Computational Modelling of Novelty Detection in the Mismatch Negativity Protocols and Its Impairments in Schizophrenia

The human auditory system rapidly distinguishes between novel and familiar sounds, a process reflected in mismatch negativity (MMN), an electroencephalogram (EEG)‐based biomarker of auditory novelty detection. MMN is impaired in psychiatric conditions, most notably schizophrenia (SCZ), yet the neuronal mechanisms underlying this deficit remain unclear. Here, we combined computational modelling and genetic analyses to investigate how SCZ‐associated cellular abnormalities affect auditory novelty detection. We developed an integrate‐and‐fire spiking network model capable of detecting four types of auditory novelty, including stimulus omission. Based on assumptions of short‐term depressing synapses between the subpopulations of the network and the existence of neuronal inputs that are phase‐locked to the rhythm of the recently experienced stimulus sequence, we showed that the model reliably reproduced MMN‐like novelty detection and allowed systematic testing of SCZ‐related cellular alterations. We also demonstrated that the required phase locking can theoretically be achieved in a synfire chain network exhibiting spike‐timing dependent plasticity (STDP) in its feedback synapses that becomes entrained to the rhythmic stimulus.
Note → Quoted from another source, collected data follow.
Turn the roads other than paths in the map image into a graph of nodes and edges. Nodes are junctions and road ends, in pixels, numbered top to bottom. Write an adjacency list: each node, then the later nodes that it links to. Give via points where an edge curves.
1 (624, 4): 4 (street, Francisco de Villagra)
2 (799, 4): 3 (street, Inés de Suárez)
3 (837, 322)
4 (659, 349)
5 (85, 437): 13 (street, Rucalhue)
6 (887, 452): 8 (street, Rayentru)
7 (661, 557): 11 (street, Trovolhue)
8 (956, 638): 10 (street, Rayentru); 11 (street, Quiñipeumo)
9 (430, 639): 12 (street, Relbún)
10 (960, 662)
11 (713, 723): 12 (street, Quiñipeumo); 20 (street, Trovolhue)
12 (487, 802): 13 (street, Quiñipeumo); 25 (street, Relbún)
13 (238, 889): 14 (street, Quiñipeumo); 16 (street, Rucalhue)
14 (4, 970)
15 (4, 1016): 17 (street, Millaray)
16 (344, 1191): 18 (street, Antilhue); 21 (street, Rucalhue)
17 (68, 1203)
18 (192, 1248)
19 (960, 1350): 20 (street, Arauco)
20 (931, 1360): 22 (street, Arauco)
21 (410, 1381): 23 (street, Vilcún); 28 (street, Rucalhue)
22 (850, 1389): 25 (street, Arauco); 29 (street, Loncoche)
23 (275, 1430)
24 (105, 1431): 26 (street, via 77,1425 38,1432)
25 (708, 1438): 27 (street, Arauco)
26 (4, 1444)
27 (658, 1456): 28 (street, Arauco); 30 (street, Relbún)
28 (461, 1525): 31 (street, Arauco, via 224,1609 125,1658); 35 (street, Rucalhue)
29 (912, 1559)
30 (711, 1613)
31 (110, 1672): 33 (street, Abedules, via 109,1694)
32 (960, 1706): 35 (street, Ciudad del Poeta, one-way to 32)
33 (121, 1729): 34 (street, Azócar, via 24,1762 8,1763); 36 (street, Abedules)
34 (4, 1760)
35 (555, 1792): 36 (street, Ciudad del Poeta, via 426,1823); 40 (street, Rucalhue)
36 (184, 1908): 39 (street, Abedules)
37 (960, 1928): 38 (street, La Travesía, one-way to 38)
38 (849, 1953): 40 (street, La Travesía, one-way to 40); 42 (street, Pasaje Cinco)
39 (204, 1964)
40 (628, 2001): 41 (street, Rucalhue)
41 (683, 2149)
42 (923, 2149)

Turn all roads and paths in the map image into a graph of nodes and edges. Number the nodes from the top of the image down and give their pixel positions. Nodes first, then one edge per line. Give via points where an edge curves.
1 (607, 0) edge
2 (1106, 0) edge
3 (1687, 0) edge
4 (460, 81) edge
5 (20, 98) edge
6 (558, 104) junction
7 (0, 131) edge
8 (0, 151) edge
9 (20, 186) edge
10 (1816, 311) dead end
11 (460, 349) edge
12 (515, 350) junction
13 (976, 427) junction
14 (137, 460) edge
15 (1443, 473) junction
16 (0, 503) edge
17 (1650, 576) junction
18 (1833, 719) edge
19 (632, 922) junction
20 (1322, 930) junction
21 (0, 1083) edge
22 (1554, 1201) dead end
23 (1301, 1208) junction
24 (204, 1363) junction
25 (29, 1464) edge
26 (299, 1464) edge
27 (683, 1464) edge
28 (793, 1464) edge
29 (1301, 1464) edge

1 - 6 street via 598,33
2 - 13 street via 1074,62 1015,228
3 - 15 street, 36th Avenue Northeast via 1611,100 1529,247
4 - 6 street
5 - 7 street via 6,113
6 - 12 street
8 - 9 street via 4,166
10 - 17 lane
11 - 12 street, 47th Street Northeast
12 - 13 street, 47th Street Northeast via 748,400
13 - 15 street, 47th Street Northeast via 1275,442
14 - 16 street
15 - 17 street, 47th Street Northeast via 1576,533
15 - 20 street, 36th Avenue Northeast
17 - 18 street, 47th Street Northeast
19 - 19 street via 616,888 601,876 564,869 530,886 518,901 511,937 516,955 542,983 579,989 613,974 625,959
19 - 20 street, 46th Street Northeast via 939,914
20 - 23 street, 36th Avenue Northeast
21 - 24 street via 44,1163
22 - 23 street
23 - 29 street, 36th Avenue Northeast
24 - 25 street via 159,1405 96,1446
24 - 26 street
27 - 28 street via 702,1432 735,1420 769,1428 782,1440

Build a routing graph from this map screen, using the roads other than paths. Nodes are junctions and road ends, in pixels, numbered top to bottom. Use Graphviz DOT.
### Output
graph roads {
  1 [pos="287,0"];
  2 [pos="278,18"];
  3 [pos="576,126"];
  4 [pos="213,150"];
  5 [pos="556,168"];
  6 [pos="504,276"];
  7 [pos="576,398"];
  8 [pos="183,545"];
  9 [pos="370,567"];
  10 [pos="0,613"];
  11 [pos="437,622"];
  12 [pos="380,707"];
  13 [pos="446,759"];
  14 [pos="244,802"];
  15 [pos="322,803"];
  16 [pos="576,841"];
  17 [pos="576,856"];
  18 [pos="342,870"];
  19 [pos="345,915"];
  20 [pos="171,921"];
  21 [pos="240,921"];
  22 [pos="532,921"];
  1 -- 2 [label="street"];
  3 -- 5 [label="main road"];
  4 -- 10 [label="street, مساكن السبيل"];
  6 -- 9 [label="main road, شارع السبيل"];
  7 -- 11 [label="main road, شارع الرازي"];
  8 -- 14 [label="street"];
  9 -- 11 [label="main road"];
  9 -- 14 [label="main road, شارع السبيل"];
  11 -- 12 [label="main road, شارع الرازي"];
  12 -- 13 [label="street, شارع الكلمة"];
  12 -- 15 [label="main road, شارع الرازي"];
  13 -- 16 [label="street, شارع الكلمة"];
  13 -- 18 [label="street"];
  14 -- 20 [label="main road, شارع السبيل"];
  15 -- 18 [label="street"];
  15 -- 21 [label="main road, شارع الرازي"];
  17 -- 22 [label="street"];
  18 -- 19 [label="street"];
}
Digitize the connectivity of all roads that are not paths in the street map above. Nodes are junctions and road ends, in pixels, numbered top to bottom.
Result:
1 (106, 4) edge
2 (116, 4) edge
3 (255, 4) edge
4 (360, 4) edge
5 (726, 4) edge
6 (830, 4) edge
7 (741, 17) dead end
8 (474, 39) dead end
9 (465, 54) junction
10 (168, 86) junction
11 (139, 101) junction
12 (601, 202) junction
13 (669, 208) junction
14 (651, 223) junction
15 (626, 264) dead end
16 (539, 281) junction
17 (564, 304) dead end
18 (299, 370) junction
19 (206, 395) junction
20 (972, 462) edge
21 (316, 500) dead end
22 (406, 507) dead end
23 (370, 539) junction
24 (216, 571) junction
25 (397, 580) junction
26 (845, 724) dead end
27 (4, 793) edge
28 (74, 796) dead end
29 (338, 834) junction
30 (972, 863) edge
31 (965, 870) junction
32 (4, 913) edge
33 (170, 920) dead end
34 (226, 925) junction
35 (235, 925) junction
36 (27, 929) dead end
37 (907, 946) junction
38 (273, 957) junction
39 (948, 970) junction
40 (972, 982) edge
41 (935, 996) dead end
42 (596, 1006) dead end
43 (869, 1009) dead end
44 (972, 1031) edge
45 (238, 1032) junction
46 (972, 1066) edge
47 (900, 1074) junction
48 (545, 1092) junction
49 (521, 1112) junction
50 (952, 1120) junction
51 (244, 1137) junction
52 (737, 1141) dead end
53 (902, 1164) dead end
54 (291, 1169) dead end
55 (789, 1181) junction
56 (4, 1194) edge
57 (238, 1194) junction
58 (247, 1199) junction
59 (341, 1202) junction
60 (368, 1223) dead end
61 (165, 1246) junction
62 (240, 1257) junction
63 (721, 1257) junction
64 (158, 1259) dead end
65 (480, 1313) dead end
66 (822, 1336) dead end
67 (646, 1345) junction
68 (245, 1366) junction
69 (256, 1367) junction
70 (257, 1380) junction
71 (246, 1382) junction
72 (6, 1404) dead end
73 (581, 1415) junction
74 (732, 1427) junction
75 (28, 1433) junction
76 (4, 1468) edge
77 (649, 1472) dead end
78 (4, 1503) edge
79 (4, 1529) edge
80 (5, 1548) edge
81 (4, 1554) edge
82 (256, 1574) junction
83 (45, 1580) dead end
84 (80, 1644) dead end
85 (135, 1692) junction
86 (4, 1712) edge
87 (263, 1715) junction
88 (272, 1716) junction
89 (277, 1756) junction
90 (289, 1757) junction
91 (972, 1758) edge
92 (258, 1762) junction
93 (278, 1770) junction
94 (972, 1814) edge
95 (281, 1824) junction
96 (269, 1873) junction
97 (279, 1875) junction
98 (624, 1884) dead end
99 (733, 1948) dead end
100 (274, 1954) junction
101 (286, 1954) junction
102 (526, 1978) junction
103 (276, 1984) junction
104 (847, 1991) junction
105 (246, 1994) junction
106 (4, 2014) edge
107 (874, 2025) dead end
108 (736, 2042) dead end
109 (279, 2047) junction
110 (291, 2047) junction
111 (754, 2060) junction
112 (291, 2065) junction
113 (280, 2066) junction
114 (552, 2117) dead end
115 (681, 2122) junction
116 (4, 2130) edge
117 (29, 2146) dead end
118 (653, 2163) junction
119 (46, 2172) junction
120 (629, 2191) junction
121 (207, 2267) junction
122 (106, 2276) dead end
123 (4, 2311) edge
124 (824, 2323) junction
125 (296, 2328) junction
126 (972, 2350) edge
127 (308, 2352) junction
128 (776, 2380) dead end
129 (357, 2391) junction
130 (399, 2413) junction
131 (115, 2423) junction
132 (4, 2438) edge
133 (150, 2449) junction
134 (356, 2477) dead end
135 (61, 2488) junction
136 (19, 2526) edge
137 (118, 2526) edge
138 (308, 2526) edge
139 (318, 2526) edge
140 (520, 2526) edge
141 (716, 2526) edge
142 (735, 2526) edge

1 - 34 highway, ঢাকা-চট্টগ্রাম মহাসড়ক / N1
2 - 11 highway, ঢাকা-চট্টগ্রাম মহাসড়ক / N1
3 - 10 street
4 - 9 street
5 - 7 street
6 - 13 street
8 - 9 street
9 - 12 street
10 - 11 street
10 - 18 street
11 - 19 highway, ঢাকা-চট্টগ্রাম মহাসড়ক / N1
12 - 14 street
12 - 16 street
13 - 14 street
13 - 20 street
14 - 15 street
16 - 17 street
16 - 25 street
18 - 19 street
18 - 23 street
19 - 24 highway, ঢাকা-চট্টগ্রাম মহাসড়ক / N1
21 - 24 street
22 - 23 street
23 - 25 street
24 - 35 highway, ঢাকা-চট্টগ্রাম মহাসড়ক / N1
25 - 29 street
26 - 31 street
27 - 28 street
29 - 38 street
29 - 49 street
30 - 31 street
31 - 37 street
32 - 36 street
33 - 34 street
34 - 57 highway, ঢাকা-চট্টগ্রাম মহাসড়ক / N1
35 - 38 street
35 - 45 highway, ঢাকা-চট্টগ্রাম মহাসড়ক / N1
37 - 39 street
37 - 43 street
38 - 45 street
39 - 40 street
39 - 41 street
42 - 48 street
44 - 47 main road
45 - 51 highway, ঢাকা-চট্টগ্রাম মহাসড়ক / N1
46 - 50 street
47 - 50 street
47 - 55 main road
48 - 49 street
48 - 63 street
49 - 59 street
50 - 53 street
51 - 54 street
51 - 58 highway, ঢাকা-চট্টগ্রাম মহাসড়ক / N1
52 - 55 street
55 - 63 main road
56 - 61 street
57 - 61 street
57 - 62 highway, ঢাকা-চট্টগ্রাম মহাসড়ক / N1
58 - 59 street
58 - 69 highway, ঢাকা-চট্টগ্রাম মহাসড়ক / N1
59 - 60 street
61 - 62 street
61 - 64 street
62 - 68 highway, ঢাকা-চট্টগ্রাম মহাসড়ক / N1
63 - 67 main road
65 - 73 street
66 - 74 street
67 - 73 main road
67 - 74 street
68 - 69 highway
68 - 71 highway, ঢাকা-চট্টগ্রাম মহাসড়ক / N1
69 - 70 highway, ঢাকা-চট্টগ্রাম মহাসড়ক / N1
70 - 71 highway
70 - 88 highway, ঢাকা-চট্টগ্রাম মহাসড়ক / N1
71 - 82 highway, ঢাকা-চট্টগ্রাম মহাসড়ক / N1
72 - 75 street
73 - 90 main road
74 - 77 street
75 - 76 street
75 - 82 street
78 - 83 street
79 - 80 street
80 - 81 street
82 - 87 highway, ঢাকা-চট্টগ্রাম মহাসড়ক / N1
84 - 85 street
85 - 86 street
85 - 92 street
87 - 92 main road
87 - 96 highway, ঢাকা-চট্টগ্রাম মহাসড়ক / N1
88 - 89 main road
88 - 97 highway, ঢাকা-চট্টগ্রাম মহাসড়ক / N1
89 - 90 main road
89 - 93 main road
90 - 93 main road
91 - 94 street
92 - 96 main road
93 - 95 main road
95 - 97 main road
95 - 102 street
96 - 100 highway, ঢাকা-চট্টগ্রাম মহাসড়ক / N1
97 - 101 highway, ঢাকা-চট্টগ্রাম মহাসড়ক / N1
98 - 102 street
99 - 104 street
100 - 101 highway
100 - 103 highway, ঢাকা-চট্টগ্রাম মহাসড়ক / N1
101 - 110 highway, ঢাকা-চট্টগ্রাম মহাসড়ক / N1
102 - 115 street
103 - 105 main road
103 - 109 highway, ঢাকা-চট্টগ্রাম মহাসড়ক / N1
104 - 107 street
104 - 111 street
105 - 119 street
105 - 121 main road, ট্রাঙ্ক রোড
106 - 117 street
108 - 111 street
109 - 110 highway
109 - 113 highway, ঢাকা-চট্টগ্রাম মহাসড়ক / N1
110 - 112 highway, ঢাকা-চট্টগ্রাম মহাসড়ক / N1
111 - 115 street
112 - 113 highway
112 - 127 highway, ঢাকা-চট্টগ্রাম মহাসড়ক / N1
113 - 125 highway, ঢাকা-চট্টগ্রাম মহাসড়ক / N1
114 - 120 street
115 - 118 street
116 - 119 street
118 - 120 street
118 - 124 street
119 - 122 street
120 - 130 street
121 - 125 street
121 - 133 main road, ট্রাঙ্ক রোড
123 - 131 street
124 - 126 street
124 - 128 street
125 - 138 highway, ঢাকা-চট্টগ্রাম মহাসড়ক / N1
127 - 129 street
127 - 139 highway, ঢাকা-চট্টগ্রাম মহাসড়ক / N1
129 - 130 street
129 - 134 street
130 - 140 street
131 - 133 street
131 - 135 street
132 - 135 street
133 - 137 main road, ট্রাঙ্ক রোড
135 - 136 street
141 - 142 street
Simulations of our novelty‐detecting network revealed that both reduced pyramidal cell excitability, linked to ion channel dysfunction, and decreased spine density impaired novelty detection, with the latter producing stronger deficits. Our work provides a flexible spiking network model of auditory novelty detection that can link cellular‐level abnormalities to measurable MMN deficits, improving their mechanistic interpretation and helping to explain the heterogeneity of SCZ.